Another major flaw is the AI. I know this is a multiplayer game and it shouldn't come up in a review of it, but I played Big Bumpin's single player mode, so I'll complain anyway. Like several multiplayer games I can think of, the AI in this game cheats. But unlike some of those other games, more often than not, the computer/random number generator seems to be in on the joke. For example, in that basketball thing (I'll refer to it through this from now on), the goal is to stand on a square, retrieve a score bar, and return it to a certain point only to repeat it until you can't. There are multiple squares, and the computer will always be waiting on the right square. If you try that, you'll end up being on the EXACTLY wrong one, while the computers are on the far end of the screen scoring points.

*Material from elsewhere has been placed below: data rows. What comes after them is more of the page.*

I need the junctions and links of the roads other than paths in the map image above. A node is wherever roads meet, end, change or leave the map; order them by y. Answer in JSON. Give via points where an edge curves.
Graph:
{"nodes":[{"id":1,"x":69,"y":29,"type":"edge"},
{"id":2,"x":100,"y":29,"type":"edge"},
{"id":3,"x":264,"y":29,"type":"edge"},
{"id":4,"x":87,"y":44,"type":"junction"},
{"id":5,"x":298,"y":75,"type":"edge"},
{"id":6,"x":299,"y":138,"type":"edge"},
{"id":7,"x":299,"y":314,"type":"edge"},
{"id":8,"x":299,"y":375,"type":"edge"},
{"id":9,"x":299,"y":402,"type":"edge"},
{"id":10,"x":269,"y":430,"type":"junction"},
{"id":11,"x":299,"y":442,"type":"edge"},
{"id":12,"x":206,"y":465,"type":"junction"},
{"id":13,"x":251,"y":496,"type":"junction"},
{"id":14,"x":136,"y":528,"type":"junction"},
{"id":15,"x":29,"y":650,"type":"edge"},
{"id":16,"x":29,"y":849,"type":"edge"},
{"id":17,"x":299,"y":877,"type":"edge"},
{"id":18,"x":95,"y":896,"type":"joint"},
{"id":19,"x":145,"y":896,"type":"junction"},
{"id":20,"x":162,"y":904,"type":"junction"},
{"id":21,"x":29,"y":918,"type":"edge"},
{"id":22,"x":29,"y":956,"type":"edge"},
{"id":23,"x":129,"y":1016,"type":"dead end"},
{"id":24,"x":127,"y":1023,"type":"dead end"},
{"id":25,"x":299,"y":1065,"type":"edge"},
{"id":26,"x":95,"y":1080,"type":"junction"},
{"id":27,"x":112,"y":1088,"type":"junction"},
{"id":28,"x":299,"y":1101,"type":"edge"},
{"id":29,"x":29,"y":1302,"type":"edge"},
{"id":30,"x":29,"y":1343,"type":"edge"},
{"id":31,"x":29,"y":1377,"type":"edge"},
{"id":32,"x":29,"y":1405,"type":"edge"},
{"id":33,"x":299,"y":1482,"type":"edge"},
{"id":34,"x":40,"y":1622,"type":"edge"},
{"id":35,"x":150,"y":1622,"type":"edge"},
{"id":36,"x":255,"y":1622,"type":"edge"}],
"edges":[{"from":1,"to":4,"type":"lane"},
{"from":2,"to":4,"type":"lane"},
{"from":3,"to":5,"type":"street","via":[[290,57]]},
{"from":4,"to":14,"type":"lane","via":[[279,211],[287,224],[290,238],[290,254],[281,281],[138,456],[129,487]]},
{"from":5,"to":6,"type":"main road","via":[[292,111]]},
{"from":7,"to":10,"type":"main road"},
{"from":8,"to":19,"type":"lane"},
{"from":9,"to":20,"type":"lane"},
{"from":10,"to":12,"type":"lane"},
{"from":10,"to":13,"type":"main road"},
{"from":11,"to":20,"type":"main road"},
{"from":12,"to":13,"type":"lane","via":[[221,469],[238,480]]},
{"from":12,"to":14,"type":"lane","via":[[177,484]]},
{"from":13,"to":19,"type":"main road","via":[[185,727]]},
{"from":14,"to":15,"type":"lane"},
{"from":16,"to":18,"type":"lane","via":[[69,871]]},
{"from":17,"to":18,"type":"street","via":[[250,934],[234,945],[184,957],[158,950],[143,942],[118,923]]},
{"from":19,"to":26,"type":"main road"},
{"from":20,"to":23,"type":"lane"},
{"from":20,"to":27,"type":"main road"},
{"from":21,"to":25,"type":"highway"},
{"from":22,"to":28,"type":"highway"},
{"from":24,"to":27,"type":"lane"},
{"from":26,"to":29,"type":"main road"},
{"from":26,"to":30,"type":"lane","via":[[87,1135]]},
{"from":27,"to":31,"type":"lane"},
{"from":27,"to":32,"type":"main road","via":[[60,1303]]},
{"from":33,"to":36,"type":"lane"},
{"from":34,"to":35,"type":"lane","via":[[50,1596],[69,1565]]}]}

There are other examples I could name, like all the AIs teaming up against you or one computer getting the right power-up at the exact time it needs it, but I feel I've made my point. Besides, I need to move onto the other flaws of the game, like the crap power-ups. Again, it feels like this was added to flesh out the original bumper car concept, and again, it needs some serious work. The power-ups can be classified into two categories: no apparent use (mostly what you get) and "you have just won the game" (mainly given to AI players). I'm not even exaggerating for a joke; there are truly some power-ups I never figured out the use for, and others that were absolute game destroyers. I'm aware that there are many multiplayer games that do this, but they still have some sort of middle ground of items/weapons/power-ups/whatever that are properly balanced.

Normally, I reserve the end of the review for positives that redeem the crappy nature of a bad game, but there aren't that many positives to the game I can think of. The most obvious thing would be the multiplayer value, but the strip club DJ of an announcer and the improperly balanced power-ups ensure that any suffering this game creates harms as many people as possible. Price would also be a possible benefit, given that it was originally five dollars (not counting the fact that I played for free), but I've had more fun with a free Sonic the Hedgehog Game & Watch thing I got from McDonald's. (I guess that settles it: Burger King may have better fries and menu selection, but McDonald's wins with the games.) So are there any good things I can say about this game? Hold on, I'll check my notes. *analyzes notes* "Is not Cyborg Justice." Fair enough. I guess that means it deserves an award. How about the Campy Batman Villain Award for Horrible, Horrible Puns?

Review Synopsis

  • The controls are simple, yet somehow manage to screw up badly.
  • The AI cheats constantly.
  • Overall, a very unbalanced game.